Below, we have American Carrion Beetles, Silpha americana. These a large black beetles with a yellow thorax. Kind of pretty, actually. (Yes, I know they are on a dead fish...) Many people fail to see the beauty in things because they are so fixated on the "ugly". I try to go the opposite way and focus on the good. Usually I can find the beauty in almost all things.

These Sexton Beetles, Nicrophorus sp. caught my eye as they scurried away under the nearby leaf litter. I took my handy stick and pushed the debris away. There were two red and black gems trying to desperately disappear into the mud. Sexton Beetles will work diligently to completely bury a small carcass. The common name comes from a sexton, who was a church employee that took care of the church property. One of the many tasks included digging graves.

Then I spotted this guy. What the heck?!?! I couldn't even get a picture of it, it scurried so quickly. I was, again, glad I was alone because I looked like a crazy lunatic chasing this bug around. I was pretty sure it was a beetle, but it acted weird, curling its abdomen up in the air. The underside was yellow, like a firefly. And then it scrunched up its stubby wings. I was wanting to pick it up, but honestly, I was a little apprehensive. I wasn't entirely sure what it was.

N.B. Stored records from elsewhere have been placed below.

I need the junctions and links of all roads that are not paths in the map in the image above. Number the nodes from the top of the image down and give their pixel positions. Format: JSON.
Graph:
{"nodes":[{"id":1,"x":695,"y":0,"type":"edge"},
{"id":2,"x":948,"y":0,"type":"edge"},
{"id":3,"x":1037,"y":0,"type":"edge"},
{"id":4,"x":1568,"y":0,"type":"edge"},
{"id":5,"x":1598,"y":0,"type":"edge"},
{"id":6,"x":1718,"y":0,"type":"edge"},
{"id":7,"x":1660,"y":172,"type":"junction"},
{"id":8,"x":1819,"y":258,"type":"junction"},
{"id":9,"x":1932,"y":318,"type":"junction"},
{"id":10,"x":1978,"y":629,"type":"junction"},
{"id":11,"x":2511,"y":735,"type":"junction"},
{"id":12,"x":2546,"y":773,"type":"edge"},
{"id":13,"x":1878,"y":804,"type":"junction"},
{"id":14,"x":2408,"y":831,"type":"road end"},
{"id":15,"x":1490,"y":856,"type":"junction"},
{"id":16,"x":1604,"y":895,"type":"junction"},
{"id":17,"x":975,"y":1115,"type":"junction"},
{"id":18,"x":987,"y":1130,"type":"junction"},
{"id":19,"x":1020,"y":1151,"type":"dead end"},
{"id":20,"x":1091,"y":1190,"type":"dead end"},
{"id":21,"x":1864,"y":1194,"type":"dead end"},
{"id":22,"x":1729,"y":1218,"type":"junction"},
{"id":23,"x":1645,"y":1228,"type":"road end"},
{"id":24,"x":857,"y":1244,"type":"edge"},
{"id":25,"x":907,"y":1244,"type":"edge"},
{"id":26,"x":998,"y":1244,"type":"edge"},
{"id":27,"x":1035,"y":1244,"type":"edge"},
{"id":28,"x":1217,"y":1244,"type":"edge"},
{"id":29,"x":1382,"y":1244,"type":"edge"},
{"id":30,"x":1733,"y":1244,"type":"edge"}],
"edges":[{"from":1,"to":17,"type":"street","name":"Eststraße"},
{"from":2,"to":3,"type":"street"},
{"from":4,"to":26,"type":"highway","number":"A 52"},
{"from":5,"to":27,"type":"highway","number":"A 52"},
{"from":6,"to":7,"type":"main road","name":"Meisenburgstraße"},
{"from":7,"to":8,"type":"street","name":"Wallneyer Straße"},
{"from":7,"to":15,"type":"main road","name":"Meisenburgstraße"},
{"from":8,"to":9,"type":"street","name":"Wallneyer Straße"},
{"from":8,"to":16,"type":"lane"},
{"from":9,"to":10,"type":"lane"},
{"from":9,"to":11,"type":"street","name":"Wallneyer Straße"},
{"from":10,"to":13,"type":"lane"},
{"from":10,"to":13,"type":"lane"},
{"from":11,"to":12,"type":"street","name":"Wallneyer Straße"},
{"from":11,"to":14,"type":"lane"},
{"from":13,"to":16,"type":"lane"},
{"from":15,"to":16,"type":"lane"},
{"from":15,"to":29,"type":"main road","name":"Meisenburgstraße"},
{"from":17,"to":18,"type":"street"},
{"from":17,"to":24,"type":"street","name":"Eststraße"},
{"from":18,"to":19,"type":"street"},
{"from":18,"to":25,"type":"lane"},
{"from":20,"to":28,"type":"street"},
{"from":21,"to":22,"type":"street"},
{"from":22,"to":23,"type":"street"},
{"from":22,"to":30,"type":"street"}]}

Golden Rover photo from BugGuide by Susan Ellis

I returned home and searched on BugGuide and, after a good while, I finally found the critter. A Golden Rover, Platydracus maculosus, a type of Rove Beetle. And, its food choice was carrion. Bingo! Rove Beetles have shortened elytra, that give them a strange appearance. They are usually predatory or eat carrion. There are always fascinating things to find when you poke around a bit. Just remember your stick! :)


Thursday, July 1, 2010

Edward's Hairstreak

Last Saturday, June 26th, I was helping with the Adams County, Ohio butterfly count. On the count, we encountered a beautiful little butterfly called Edward's Hairstreak, Satyrium edwardsii.

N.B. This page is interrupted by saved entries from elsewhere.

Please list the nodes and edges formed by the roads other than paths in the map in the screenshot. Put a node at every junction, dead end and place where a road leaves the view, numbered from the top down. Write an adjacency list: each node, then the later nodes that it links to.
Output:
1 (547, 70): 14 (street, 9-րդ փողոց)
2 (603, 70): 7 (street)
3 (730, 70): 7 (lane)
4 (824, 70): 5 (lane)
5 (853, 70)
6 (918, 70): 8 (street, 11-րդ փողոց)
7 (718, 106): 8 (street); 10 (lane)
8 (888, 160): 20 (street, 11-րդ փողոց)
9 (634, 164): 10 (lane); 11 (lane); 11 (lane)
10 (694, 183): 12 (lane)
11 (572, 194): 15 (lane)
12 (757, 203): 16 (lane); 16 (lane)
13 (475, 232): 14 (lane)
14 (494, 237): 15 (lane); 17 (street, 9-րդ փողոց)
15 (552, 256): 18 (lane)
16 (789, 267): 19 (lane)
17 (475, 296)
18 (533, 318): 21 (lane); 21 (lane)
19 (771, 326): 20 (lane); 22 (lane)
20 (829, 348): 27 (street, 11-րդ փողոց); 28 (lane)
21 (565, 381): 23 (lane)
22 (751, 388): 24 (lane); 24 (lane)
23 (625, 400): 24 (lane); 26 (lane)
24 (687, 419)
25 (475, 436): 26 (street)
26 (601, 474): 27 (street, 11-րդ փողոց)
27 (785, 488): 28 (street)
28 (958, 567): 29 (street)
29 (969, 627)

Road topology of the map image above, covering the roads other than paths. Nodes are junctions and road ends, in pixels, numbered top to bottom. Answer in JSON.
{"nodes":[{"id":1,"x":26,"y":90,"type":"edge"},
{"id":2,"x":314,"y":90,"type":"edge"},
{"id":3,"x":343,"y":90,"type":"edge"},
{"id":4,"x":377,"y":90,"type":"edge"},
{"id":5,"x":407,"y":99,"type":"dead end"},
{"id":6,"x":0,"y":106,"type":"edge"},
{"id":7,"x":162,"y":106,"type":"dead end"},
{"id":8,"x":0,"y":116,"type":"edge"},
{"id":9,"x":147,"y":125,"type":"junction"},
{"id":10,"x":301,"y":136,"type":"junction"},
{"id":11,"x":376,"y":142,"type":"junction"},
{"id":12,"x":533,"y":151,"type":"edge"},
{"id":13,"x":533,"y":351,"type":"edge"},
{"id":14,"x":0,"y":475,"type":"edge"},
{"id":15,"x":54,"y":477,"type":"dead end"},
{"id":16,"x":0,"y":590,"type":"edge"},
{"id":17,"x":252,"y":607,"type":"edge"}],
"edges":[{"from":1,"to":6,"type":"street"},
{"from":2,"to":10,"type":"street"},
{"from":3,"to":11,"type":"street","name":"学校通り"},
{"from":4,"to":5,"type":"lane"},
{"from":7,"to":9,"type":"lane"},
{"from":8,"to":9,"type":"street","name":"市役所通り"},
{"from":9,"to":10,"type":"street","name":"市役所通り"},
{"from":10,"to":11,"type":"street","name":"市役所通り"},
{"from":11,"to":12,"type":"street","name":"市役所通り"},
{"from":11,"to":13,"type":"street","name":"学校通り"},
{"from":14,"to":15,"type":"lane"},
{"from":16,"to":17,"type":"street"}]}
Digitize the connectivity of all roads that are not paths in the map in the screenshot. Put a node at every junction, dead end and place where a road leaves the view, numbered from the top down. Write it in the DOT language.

The butterfly has an interesting life cycle. In the summer, the butterflies lay their eggs in the cracks and crevices of the bark on young oak trees. The following spring, the eggs hatch and the larvae feed on the tender new oak leaves. Here comes the interesting part. They are also tended by ants. These ants, Allegheny Mound Builder Ants, Formica exsectoides, construct huge mounds near the oak trees. They nurture the Edward's Hairstreak larvae, following them up and down the tree, keeping them safe from predatory wasps and other beasties. The ants also construct shelters called byres at the base of the oak tree. They can be 4 to 10 inches in diameter and 2 to 8 inches tall. The larvae feed at night and retreat into the byre at first light. In return, the ants are given a reward of tasty honeydew, a sweet substance the larvae secretes.

Here is a picture of one of the mounds I took at Adams Lake in 2008. The mounds are large, about 2 to three feet in height. I also discovered if you get too close to the mound, the ants will let you know by giving you a sharp nip. Ouch! I had sandels on, at the time, and did a little dancing to get them off my feet. :)

Above is a great pic by John Howard of the ants tending to the larvae. Gentle stroking with their antennae will produce the honeydew they so crave.

The larvae will also pupate inside the byres. You can view pics of the pupa and other great pics of Edward's Hairstreaks at Steve Willson's blog, Blue Jay Barrens.